Commodity Demand — TAS1: Monday 25 May 2026
Tasmania's spot price sits at $106.12/MWh at 06:30 AEST, with total demand at 1,192 MW and rising. That price level marks the top of a clear evening ramp that has been climbing since the overnight trough — demand bottomed near 1,109 MW around 13:45 AEST before ascending steadily through the evening, tracking closely with price escalation from $97.04/MWh at the afternoon low to the current $106.12/MWh. The demand-price relationship today has been notably compressed: throughout the morning peak above 1,385 MW, prices held at just $103–106/MWh, reflecting ample hydro and wind capacity absorbing elevated load without material price stress. The sole outlier was a brief $143.17/MWh spike at 20:10 AEST when demand nudged to 1,305 MW, likely reflecting a short-term dispatch constraint rather than sustained supply tightness.
The day's demand profile follows a textbook winter Tuesday shape. Demand climbed from around 1,100 MW at overnight minimum to a morning peak of 1,386 MW at 18:00 AEST (08:00 local), retreated through the midday trough to a session low of 964 MW at 01:05 AEST (15:05 local), and is now re-ascending into the evening peak. Current generation is 1,041 MW from hydro and 214 MW from wind, with gas OCGT at zero — supply is comfortably covering the 1,192 MW load. Temperature sits at 10.1°C with 100% cloud cover and a heating demand index of 7.9, consistent with sustained evening load build through to approximately 08:00–09:00 AEST tomorrow morning.

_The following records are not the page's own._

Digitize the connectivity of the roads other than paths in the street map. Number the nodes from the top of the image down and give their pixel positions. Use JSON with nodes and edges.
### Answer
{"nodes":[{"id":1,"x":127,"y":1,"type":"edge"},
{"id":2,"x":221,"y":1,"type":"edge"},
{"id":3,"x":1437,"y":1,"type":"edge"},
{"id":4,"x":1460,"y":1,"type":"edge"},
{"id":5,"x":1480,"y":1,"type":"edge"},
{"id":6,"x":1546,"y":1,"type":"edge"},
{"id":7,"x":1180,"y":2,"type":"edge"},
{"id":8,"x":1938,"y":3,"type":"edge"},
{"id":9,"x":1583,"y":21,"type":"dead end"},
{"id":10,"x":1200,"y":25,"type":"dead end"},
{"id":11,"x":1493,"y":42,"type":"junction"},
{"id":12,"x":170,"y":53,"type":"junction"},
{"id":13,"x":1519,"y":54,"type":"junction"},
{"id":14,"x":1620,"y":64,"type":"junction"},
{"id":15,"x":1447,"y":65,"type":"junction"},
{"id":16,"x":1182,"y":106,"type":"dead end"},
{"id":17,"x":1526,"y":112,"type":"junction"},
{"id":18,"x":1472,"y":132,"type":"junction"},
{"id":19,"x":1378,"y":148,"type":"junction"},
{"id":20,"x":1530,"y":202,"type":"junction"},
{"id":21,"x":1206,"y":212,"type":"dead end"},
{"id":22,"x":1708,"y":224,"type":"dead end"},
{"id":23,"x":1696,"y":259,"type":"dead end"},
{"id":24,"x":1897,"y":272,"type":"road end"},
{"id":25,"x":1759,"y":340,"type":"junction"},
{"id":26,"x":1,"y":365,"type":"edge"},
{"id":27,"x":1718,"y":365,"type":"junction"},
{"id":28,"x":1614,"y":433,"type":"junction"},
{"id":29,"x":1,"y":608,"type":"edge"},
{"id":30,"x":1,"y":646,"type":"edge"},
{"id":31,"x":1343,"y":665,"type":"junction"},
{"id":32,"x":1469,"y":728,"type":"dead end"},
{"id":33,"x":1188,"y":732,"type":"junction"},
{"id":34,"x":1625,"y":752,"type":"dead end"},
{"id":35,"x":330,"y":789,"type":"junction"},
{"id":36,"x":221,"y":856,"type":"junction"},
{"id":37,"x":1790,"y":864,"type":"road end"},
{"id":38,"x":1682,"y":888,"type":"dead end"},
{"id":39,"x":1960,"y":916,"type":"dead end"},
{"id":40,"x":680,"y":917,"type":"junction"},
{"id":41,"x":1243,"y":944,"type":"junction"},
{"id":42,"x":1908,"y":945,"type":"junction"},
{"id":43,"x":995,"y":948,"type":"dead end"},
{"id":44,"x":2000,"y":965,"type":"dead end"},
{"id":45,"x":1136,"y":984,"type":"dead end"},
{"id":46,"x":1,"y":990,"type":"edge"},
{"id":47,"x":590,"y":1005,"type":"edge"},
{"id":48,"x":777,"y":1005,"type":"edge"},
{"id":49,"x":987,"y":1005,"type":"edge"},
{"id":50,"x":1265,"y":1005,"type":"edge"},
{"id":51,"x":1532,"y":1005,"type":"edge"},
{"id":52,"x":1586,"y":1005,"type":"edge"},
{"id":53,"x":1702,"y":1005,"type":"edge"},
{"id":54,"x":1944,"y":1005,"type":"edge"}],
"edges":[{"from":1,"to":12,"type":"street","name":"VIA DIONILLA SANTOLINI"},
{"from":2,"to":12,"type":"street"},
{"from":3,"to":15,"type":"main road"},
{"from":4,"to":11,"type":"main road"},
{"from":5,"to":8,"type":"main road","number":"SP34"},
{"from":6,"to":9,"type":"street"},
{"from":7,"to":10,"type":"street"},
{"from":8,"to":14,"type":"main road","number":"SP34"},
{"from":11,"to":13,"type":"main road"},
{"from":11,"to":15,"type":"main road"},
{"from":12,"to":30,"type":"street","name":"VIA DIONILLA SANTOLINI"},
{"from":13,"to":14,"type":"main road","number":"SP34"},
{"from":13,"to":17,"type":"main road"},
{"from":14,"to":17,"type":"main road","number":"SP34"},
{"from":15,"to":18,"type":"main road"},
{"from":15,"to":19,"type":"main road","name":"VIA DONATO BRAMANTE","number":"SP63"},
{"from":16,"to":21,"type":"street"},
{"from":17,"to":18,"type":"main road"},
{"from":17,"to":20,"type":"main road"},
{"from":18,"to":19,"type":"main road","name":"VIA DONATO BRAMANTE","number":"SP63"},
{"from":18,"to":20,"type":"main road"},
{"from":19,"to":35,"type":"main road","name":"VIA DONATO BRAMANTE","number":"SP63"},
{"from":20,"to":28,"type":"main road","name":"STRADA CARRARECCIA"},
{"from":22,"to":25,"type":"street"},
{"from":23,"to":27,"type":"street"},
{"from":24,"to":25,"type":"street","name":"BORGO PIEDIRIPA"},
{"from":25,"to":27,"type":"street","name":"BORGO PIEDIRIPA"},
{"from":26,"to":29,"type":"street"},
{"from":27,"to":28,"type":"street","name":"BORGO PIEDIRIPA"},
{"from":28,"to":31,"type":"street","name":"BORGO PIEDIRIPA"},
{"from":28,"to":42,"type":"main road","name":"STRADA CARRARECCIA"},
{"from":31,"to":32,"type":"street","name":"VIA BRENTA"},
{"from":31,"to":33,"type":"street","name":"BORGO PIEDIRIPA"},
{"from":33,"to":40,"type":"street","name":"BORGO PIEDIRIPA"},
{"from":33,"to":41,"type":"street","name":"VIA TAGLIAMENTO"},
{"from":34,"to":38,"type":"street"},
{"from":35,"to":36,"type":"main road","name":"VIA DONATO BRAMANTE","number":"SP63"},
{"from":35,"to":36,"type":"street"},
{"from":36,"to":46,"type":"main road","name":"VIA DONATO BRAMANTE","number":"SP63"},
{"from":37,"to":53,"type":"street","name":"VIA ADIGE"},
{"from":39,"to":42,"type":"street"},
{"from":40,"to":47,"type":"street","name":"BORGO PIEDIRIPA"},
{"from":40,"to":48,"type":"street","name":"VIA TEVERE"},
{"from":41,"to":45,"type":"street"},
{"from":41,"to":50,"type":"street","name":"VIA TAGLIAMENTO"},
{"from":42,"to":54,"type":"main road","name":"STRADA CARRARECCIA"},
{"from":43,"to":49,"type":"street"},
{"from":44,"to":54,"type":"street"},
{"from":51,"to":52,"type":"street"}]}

Near-term forecasts price the 07:00 AEST interval (21:00 UTC) at $96.90–$103.18/MWh across successive pre-dispatch runs, with the most recent run at $103.18/MWh — suggesting dispatchers expect demand to remain elevated but that current supply margins are sufficient to prevent further price escalation. The 07:30 AEST interval is forecast at $100.65–$103.12/MWh, and pricing through the 08:00–10:00 AEST window clusters in the $103–$107/MWh range. The key sensitivity is whether demand continues climbing toward the 1,300–1,350 MW range that characterised this morning's peak; at those levels today's data shows prices held at $103/MWh, suggesting the marginal dispatch stack has capacity headroom before prices break materially higher.
One structural factor worth noting: AEMO's market notice confirms Murraylink dynamic rating constraints (VSML_RAT_LIM_DYN and SVML_RAT_LIM_DYN) activate at 10:00 AEST tomorrow on the Basslink-adjacent VIC-SA corridor. While this does not directly constrain the Tasmanian interconnector (T-V-MNSP1), the V-KOWE constraint set active on the Koorangie-Wemen 220 kV line includes T-V-MNSP1 on its left-hand side, meaning Victorian network tightness could place indirect upward pressure on Tasmanian export flows and domestic price outcomes during tomorrow's morning peak window.